Chapter 52: The Albatross (part 1)

I have yet to meet a superstitious person, including myself, who does not find his or her own superstitions a little silly. For example, when I set the volume on the stereo to twelve or fourteen, but find myself unable to stop at thirteen, I feel ridiculous, but I just can’t bring myself to settle at thirteen. I have trained myself to apply significance to insignificance, and can’t seem to break out of that singularity of mind, even though I recognize it as such — superstition is a kind of monomania, in other words.

“The Albatross” uses a well-worn superstition of sailors to explore a similar idea. As most famously explored in Coleridge’s poem “The Rime of the Ancient Mariner,” for a sailor to mess with an albatross (the bird of good omen) means the worst of luck to come. Enter a whaling ship, on return voyage, called “The Goney” (another name for albatross). As the Goney sails past the Pequod, Ahab shouts his customary inquiry about the white whale to the Goney’s captain, whose response is hindered and overwhelmed by several happenings — the captain drops his speaking trumpet into the water, the two boats’ wakes cross with a thunderous clap, the wind picks up — all while a shoal of fish scatters away from the scene.

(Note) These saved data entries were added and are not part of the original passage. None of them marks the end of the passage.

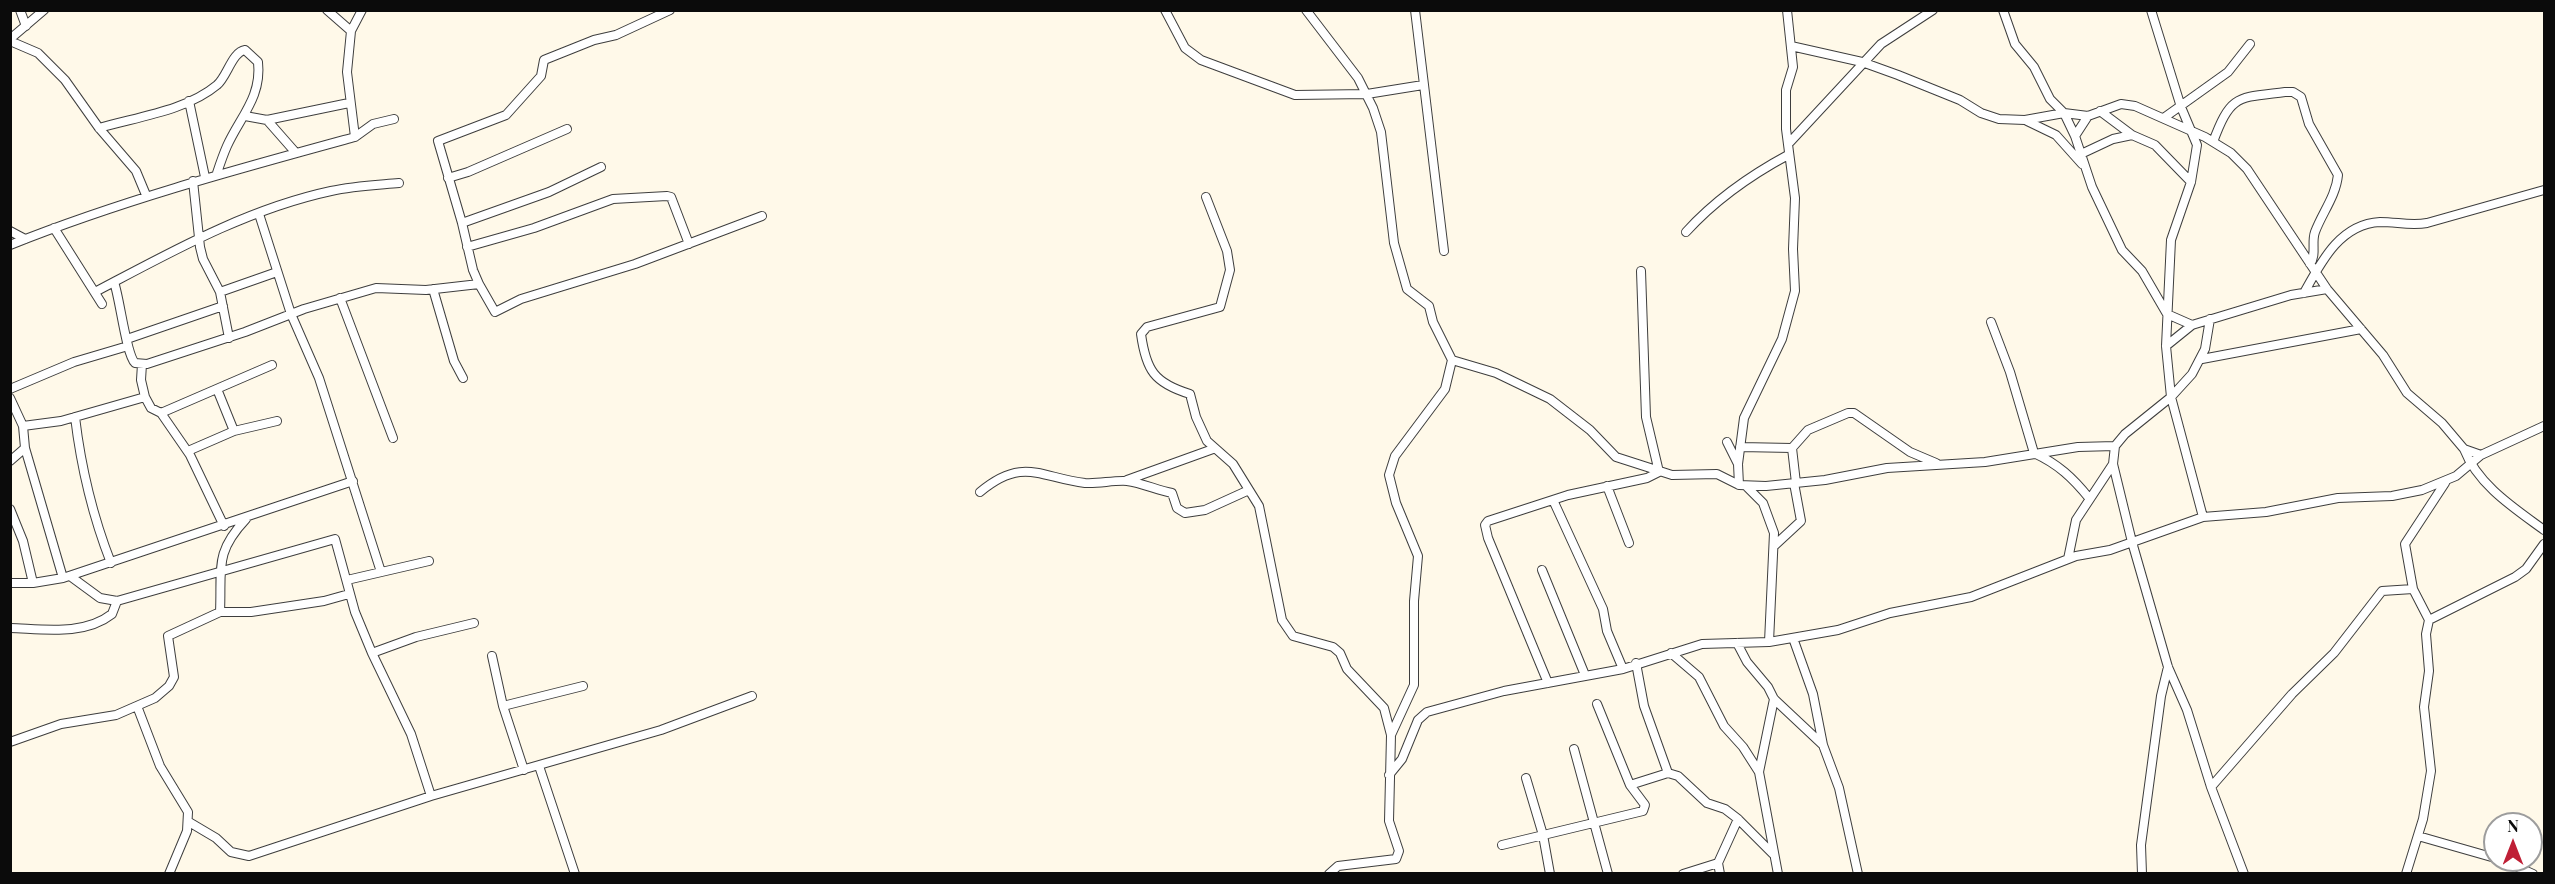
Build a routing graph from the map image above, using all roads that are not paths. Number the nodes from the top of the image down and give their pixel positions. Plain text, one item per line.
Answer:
1 (20, 10) edge
2 (44, 10) edge
3 (327, 10) edge
4 (362, 10) edge
5 (670, 10) edge
6 (1165, 10) edge
7 (1306, 10) edge
8 (1415, 10) edge
9 (1787, 10) edge
10 (1933, 10) edge
11 (2003, 10) edge
12 (2151, 10) edge
13 (26, 26) junction
14 (351, 31) junction
15 (10, 40) edge
16 (2250, 44) dead end
17 (1791, 46) junction
18 (1862, 62) junction
19 (1423, 85) junction
20 (1367, 94) junction
21 (189, 101) junction
22 (349, 103) junction
23 (2181, 107) junction
24 (2100, 111) junction
25 (2064, 113) junction
26 (245, 116) junction
27 (2088, 116) junction
28 (2165, 117) junction
29 (394, 119) dead end
30 (267, 120) junction
31 (2025, 120) junction
32 (99, 128) junction
33 (567, 129) dead end
34 (2193, 130) junction
35 (2132, 135) junction
36 (2075, 136) junction
37 (355, 137) junction
38 (2205, 137) junction
39 (1790, 142) junction
40 (2213, 142) junction
41 (2197, 145) junction
42 (296, 153) junction
43 (2081, 154) junction
44 (1788, 155) junction
45 (601, 166) dead end
46 (2085, 167) junction
47 (217, 173) junction
48 (205, 177) junction
49 (448, 178) junction
50 (193, 181) junction
51 (2191, 182) junction
52 (399, 183) dead end
53 (2544, 190) edge
54 (146, 195) junction
55 (1206, 197) dead end
56 (259, 214) junction
57 (762, 216) dead end
58 (462, 223) junction
59 (54, 228) junction
60 (10, 231) edge
61 (1686, 232) dead end
62 (198, 238) junction
63 (25, 239) junction
64 (689, 244) junction
65 (10, 245) edge
66 (467, 247) junction
67 (1444, 251) dead end
68 (2310, 264) junction
69 (1641, 271) dead end
70 (278, 272) junction
71 (2316, 272) junction
72 (114, 282) junction
73 (479, 284) junction
74 (433, 289) junction
75 (2327, 289) junction
76 (95, 292) junction
77 (220, 292) junction
78 (2304, 293) junction
79 (340, 298) junction
80 (102, 304) dead end
81 (223, 306) junction
82 (291, 314) junction
83 (2167, 314) junction
84 (2210, 319) junction
85 (1991, 322) dead end
86 (2192, 324) junction
87 (2361, 329) junction
88 (229, 338) junction
89 (128, 343) junction
90 (2166, 345) junction
91 (2202, 359) junction
92 (1452, 360) junction
93 (142, 364) junction
94 (272, 365) dead end
95 (463, 378) dead end
96 (10, 389) edge
97 (217, 389) junction
98 (145, 397) junction
99 (2171, 397) junction
100 (10, 398) edge
101 (161, 413) junction
102 (75, 417) junction
103 (277, 421) dead end
104 (23, 426) junction
105 (2544, 426) edge
106 (234, 431) junction
107 (393, 438) dead end
108 (2115, 446) junction
109 (25, 448) junction
110 (1792, 448) junction
111 (2464, 448) junction
112 (1213, 449) junction
113 (1740, 449) junction
114 (188, 451) junction
115 (2034, 453) junction
116 (2481, 455) junction
117 (10, 461) edge
118 (1738, 464) junction
119 (1938, 464) junction
120 (2114, 464) junction
121 (2470, 464) junction
122 (1659, 472) junction
123 (353, 481) junction
124 (1125, 481) junction
125 (2446, 482) junction
126 (1795, 483) junction
127 (1742, 485) junction
128 (1607, 486) junction
129 (1766, 486) junction
130 (1249, 490) junction
131 (980, 492) dead end
132 (1756, 495) junction
133 (2090, 498) junction
134 (1553, 500) junction
135 (10, 509) edge
136 (2203, 517) junction
137 (248, 518) junction
138 (224, 526) junction
139 (1773, 528) junction
140 (2544, 530) edge
141 (1786, 537) junction
142 (2132, 542) junction
143 (1629, 543) dead end
144 (2544, 544) edge
145 (1774, 546) junction
146 (2068, 559) junction
147 (429, 561) dead end
148 (111, 563) junction
149 (1542, 570) dead end
150 (221, 572) junction
151 (381, 572) junction
152 (66, 577) junction
153 (347, 580) junction
154 (10, 583) edge
155 (33, 583) junction
156 (2413, 589) junction
157 (350, 594) junction
158 (117, 601) junction
159 (220, 612) junction
160 (2429, 620) junction
161 (474, 623) dead end
162 (10, 628) edge
163 (1794, 638) junction
164 (1769, 642) junction
165 (1737, 643) junction
166 (372, 653) junction
167 (1671, 653) junction
168 (492, 656) dead end
169 (1636, 663) junction
170 (2168, 667) junction
171 (1623, 669) junction
172 (1585, 675) junction
173 (1548, 683) junction
174 (583, 686) dead end
175 (752, 696) dead end
176 (1774, 699) junction
177 (1597, 704) dead end
178 (137, 706) junction
179 (503, 706) junction
180 (1391, 735) junction
181 (10, 742) edge
182 (1823, 745) junction
183 (1574, 749) dead end
184 (539, 766) junction
185 (525, 770) junction
186 (1759, 772) junction
187 (1668, 773) junction
188 (1389, 775) junction
189 (1527, 778) dead end
190 (1630, 785) junction
191 (2211, 787) junction
192 (431, 796) junction
193 (1738, 819) junction
194 (189, 822) junction
195 (1594, 824) junction
196 (1543, 835) junction
197 (2418, 836) junction
198 (1502, 845) dead end
199 (1773, 855) junction
200 (2483, 855) edge
201 (1718, 863) junction
202 (170, 873) edge
203 (575, 873) edge
204 (1329, 873) edge
205 (1550, 873) edge
206 (1608, 873) edge
207 (1683, 873) edge
208 (1720, 873) edge
209 (1778, 873) edge
210 (1858, 873) edge
211 (2142, 873) edge
212 (2244, 873) edge
213 (2406, 873) edge

1 - 13 street
2 - 13 street
3 - 14 street
4 - 14 street
5 - 49 street
6 - 20 street
7 - 20 street
8 - 19 street
9 - 17 street
10 - 18 street
11 - 25 street
12 - 23 street
13 - 15 street
14 - 22 street
15 - 32 street
16 - 23 street
17 - 18 street
17 - 39 street
18 - 31 street
18 - 39 street
19 - 20 street
19 - 67 street
20 - 92 street
21 - 26 street
21 - 32 street
21 - 48 street
22 - 30 street
22 - 37 street
23 - 28 street
23 - 34 street
24 - 27 street
24 - 28 street
24 - 35 street
25 - 27 street
25 - 31 street
25 - 36 street
26 - 30 street
26 - 47 street
27 - 36 street
28 - 34 street
29 - 37 street
30 - 42 street
31 - 46 street
32 - 54 street
33 - 49 street
34 - 38 street
34 - 41 street
35 - 43 street
35 - 51 street
36 - 43 street
37 - 42 street
38 - 40 street
38 - 41 street
39 - 44 street
40 - 68 street
40 - 68 street
41 - 51 street
42 - 47 street
43 - 46 street
44 - 61 street
44 - 113 street
45 - 58 street
46 - 83 street
47 - 48 street
48 - 50 street
49 - 58 street
50 - 54 street
50 - 62 street
51 - 83 street
52 - 56 street
53 - 71 street
54 - 59 street
55 - 112 street
56 - 62 street
56 - 70 street
57 - 64 street
58 - 66 street
59 - 63 street
59 - 76 street
60 - 63 street
62 - 72 street
62 - 77 street
63 - 65 street
64 - 66 street
64 - 73 street
66 - 73 street
68 - 71 street
69 - 122 street
70 - 77 street
70 - 82 street
71 - 75 street
71 - 78 street
72 - 76 street
72 - 89 street
73 - 74 street
74 - 79 street
74 - 95 street
75 - 78 street
75 - 87 street
76 - 80 street
77 - 81 street
78 - 84 street
79 - 82 street
79 - 107 street
81 - 88 street
81 - 89 street
82 - 88 street
82 - 123 street
83 - 86 street
83 - 90 street
84 - 86 street
84 - 91 street
85 - 115 street
86 - 90 street
87 - 91 street
87 - 111 street
88 - 93 street
89 - 93 street
89 - 96 street
90 - 99 street
91 - 99 street
92 - 122 street
92 - 180 street
93 - 98 street
94 - 97 street
97 - 101 street
97 - 106 street
98 - 101 street
98 - 102 street
99 - 108 street
99 - 136 street
100 - 104 street
101 - 114 street
102 - 104 street
102 - 148 street
103 - 106 street
104 - 109 street
105 - 116 street
106 - 114 street
108 - 115 street
108 - 120 street
109 - 117 street
109 - 152 street
110 - 113 street
110 - 119 street
110 - 126 street
111 - 116 street
111 - 121 street
112 - 124 street
112 - 130 street
113 - 118 street
113 - 118 street
114 - 138 street
115 - 119 street
115 - 133 street
116 - 121 street
118 - 127 street
119 - 126 street
120 - 133 street
120 - 142 street
121 - 125 street
121 - 140 street
122 - 127 street
122 - 128 street
123 - 137 street
123 - 151 street
124 - 130 street
124 - 131 street
125 - 136 street
125 - 156 street
126 - 129 street
126 - 141 street
127 - 129 street
127 - 132 street
128 - 134 street
128 - 143 street
129 - 132 street
130 - 180 street
132 - 139 street
133 - 146 street
134 - 171 street
134 - 173 street
135 - 155 street
136 - 142 street
137 - 138 street
137 - 150 street
138 - 148 street
139 - 141 street
139 - 145 street
141 - 145 street
142 - 146 street
142 - 170 street
144 - 160 street
145 - 164 street
146 - 163 street
147 - 151 street
148 - 152 street
149 - 172 street
150 - 153 street
150 - 158 street
150 - 159 street
151 - 153 street
152 - 155 street
152 - 158 street
153 - 157 street
154 - 155 street
156 - 160 street
156 - 191 street
157 - 159 street
157 - 166 street
158 - 162 street
159 - 178 street
160 - 197 street
161 - 166 street
163 - 164 street
163 - 182 street
164 - 165 street
165 - 167 street
165 - 176 street
166 - 192 street
167 - 169 street
167 - 186 street
168 - 179 street
169 - 171 street
169 - 187 street
170 - 191 street
170 - 211 street
171 - 172 street
172 - 173 street
173 - 188 street
174 - 179 street
175 - 184 street
176 - 182 street
176 - 186 street
177 - 190 street
178 - 181 street
178 - 194 street
179 - 185 street
180 - 188 street
182 - 210 street
183 - 195 street
184 - 185 street
184 - 203 street
185 - 192 street
186 - 199 street
187 - 190 street
187 - 193 street
188 - 204 street
189 - 196 street
190 - 195 street
191 - 212 street
192 - 194 street
193 - 199 street
193 - 201 street
194 - 202 street
195 - 196 street
195 - 206 street
196 - 198 street
196 - 205 street
197 - 200 street
197 - 213 street
199 - 209 street
201 - 207 street
201 - 208 street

The crew and Ahab, of course, all interpret the events as omen — the crew horrifically, and Ahab with a “helpless sadness.” We as readers also can’t help but to apply a gravity to the cliched events that we have learned over the years to consider significant. Ishmael, however, does not seem shaken — in recounting the reactions of others, he gives no reaction of his own. Ishmael merely notes that “to any monomaniac man, the veriest trifles capriciously carry meanings.” In a single stroke, Ishmael points a finger at our Ahab-like tendencies as readers. As Ahab distorts his world with his singularity of purpose, so can we as readers distort a novel. In turning our learned behavior into red-herring, Ishmael asks us to untrain our habits as readers, to read as an observer and a thinker, rather than an interpreter, and escape with him to tell the tale.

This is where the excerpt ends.